Как же ловко я задал себе цену, думалось мне. И как глупо это выглядело со стороны Оксаны.
– Мы напарники! Мы должны быть заняты вместе! Я должна тебя прикрывать от разбойничьей пули.
– Не в этот раз, – мне нравилась ее идея с опасностями и приключениями под обстрелами. В моем расследовании все пули уже просвистели лет сто назад.
– Кажется, я тебя поняла, – загадочно произнесла Оксана. – Ладно, как освободишься, позвони.
– Буду ждать объяснений твоих проделок при встрече, – грозно и с улыбкой кинул я. – Потрудись придумать что-либо поубедительнее, напарница!
Крайний эпитет выбрал не случайно. Пусть это послужит намеком на возможность прощения с моей стороны. Такие разговоры поднимают настроение и благословляют на подвиги.
Через пол часика в запасе.
Посидел на лавочке, листая новостную ленту в телефоне. Среди культурной жизни столицы увидел заметку про мою находку на галерее. В статье было сказано про находку работников музея. Я не против.
В любом случае, приятно, когда действие, к которому ты причастен, ценится общественностью.
Время пришло действовать. У бара напротив КПП музейного двора стояла пара человек, весело обсуждающих что-то своё. Окинув аккуратным взглядом будку охраны, я не приметил ничего мешающего моему плану.
Прошёлся вдоль велосипедной парковки и оказался у закрытых дверей магазинов.

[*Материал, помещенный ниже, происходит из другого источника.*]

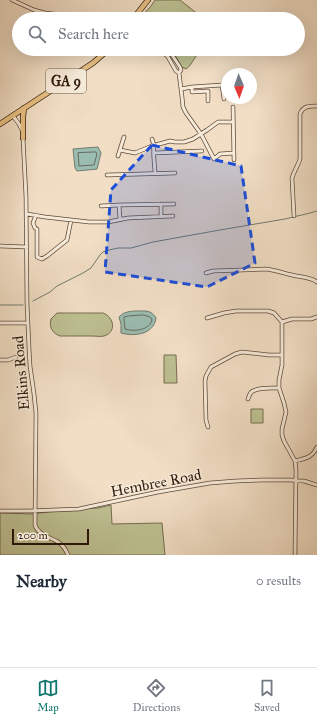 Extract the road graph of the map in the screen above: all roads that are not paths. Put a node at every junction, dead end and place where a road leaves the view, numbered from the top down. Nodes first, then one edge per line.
1 (12, 0) edge
2 (148, 0) edge
3 (144, 5) junction
4 (42, 12) edge
5 (138, 12) edge
6 (141, 12) edge
7 (101, 56) edge
8 (167, 56) edge
9 (173, 56) edge
10 (179, 74) junction
11 (221, 85) edge
12 (207, 86) junction
13 (192, 87) junction
14 (181, 89) junction
15 (208, 91) junction
16 (208, 101) dead end
17 (317, 106) edge
18 (24, 108) junction
19 (232, 108) dead end
20 (13, 116) junction
21 (233, 122) junction
22 (0, 124) edge
23 (200, 134) junction
24 (124, 137) dead end
25 (23, 138) junction
26 (152, 139) dead end
27 (154, 145) junction
28 (120, 150) junction
29 (202, 151) dead end
30 (154, 153) junction
31 (234, 153) junction
32 (118, 156) dead end
33 (234, 160) dead end
34 (155, 173) junction
35 (175, 173) dead end
36 (107, 175) dead end
37 (162, 204) junction
38 (174, 204) dead end
39 (119, 205) junction
40 (101, 206) dead end
41 (27, 214) junction
42 (36, 215) junction
43 (161, 216) junction
44 (173, 216) dead end
45 (294, 216) dead end
46 (120, 219) junction
47 (71, 220) junction
48 (0, 246) edge
49 (27, 247) junction
50 (206, 273) dead end
51 (317, 282) edge
52 (317, 317) edge
53 (207, 318) dead end
54 (282, 322) junction
55 (0, 323) edge
56 (28, 323) junction
57 (282, 355) junction
58 (16, 357) dead end
59 (0, 360) edge
60 (207, 363) dead end
61 (211, 366) junction
62 (279, 388) junction
63 (248, 399) dead end
64 (208, 427) dead end
65 (317, 447) edge
66 (316, 454) edge
67 (295, 461) junction
68 (296, 480) junction
69 (317, 485) edge
70 (0, 511) edge
71 (35, 511) junction
72 (68, 555) edge
73 (295, 555) edge

1 - 4 street
2 - 3 highway
3 - 5 highway
3 - 6 highway
7 - 18 highway, GA 9
8 - 10 street
9 - 10 street
10 - 14 street
11 - 12 street
12 - 13 street
12 - 15 street
13 - 14 street
13 - 15 street
14 - 23 street
15 - 16 street
17 - 45 street
18 - 20 highway, GA 9
18 - 25 highway
19 - 21 street
20 - 22 highway, GA 9
20 - 25 street, Elkins Road
21 - 23 street
21 - 31 street
23 - 27 street
23 - 31 street
24 - 28 street
25 - 41 street, Elkins Road
26 - 27 street
27 - 28 street
27 - 30 street
28 - 32 street
29 - 30 street
30 - 34 street
31 - 33 street
34 - 35 street
34 - 36 street
37 - 38 street
37 - 39 street
37 - 43 street
39 - 40 street
39 - 46 street
41 - 42 street
41 - 49 street, Elkins Road
42 - 47 street
42 - 47 street
43 - 44 street
43 - 46 street
46 - 47 street
48 - 49 street
49 - 56 street, Elkins Road
50 - 51 street
52 - 54 street
53 - 54 street
54 - 57 street
55 - 56 street
56 - 71 street, Elkins Road
57 - 61 street
57 - 62 street
58 - 59 street
60 - 61 street
61 - 64 street
62 - 63 street
62 - 67 street
65 - 66 street
66 - 67 street
67 - 68 street
68 - 69 street, Hembree Road
68 - 71 street, Hembree Road
68 - 73 street
70 - 71 street, Hembree Road
71 - 72 street, Elkins Road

В этот пятничный вечер я никому не интересен, поэтому совсем не волновался о слежке. Подошёл к забору, разделяющему меня с мавзолеем, и в один мах взобрался на него. Нахождение такого крупного человека, как я, наверху металлических пик забора весьма заметно. Останавливал от дальнейших действий страх шумного приземления.
Занятия физкультурой в школе были куда приятнее. А вот преодолеть металлическую преграду к ключу тайн помогла армейская закалка. Другой подготовки попросту не было: в институте по заборам прыгать не довелось, а далее следовала не особо подвижная жизнь в метро. Удивительно, как ещё не растолстел. Следует незамедлительно заняться своим физическим состоянием после приезда из командировки! Запишусь в спортзал на районе, буду приходить туда и деловито листать ленту соцсеточки, на фоне гантелей.
Более серьезное препятствие ждало впереди в виде огромных каменных плит. Мавзолей вблизи несколько огорошивал своими размерами. Это на книжной картинке египетские пирамиды не больше супермаркета по соседству. Реальность показывает обратное. Аланский мавзолей казался на фотографиях кукольным домиком. На деле все выглядело внушительнее. Было еще одно важное ограничение. Задача заключалась в стремлении сохранить неповрежденными плиты с рисунками на них. Оттого перелезать ограждения камня нужно очень аккуратно, даже не поцарапав его.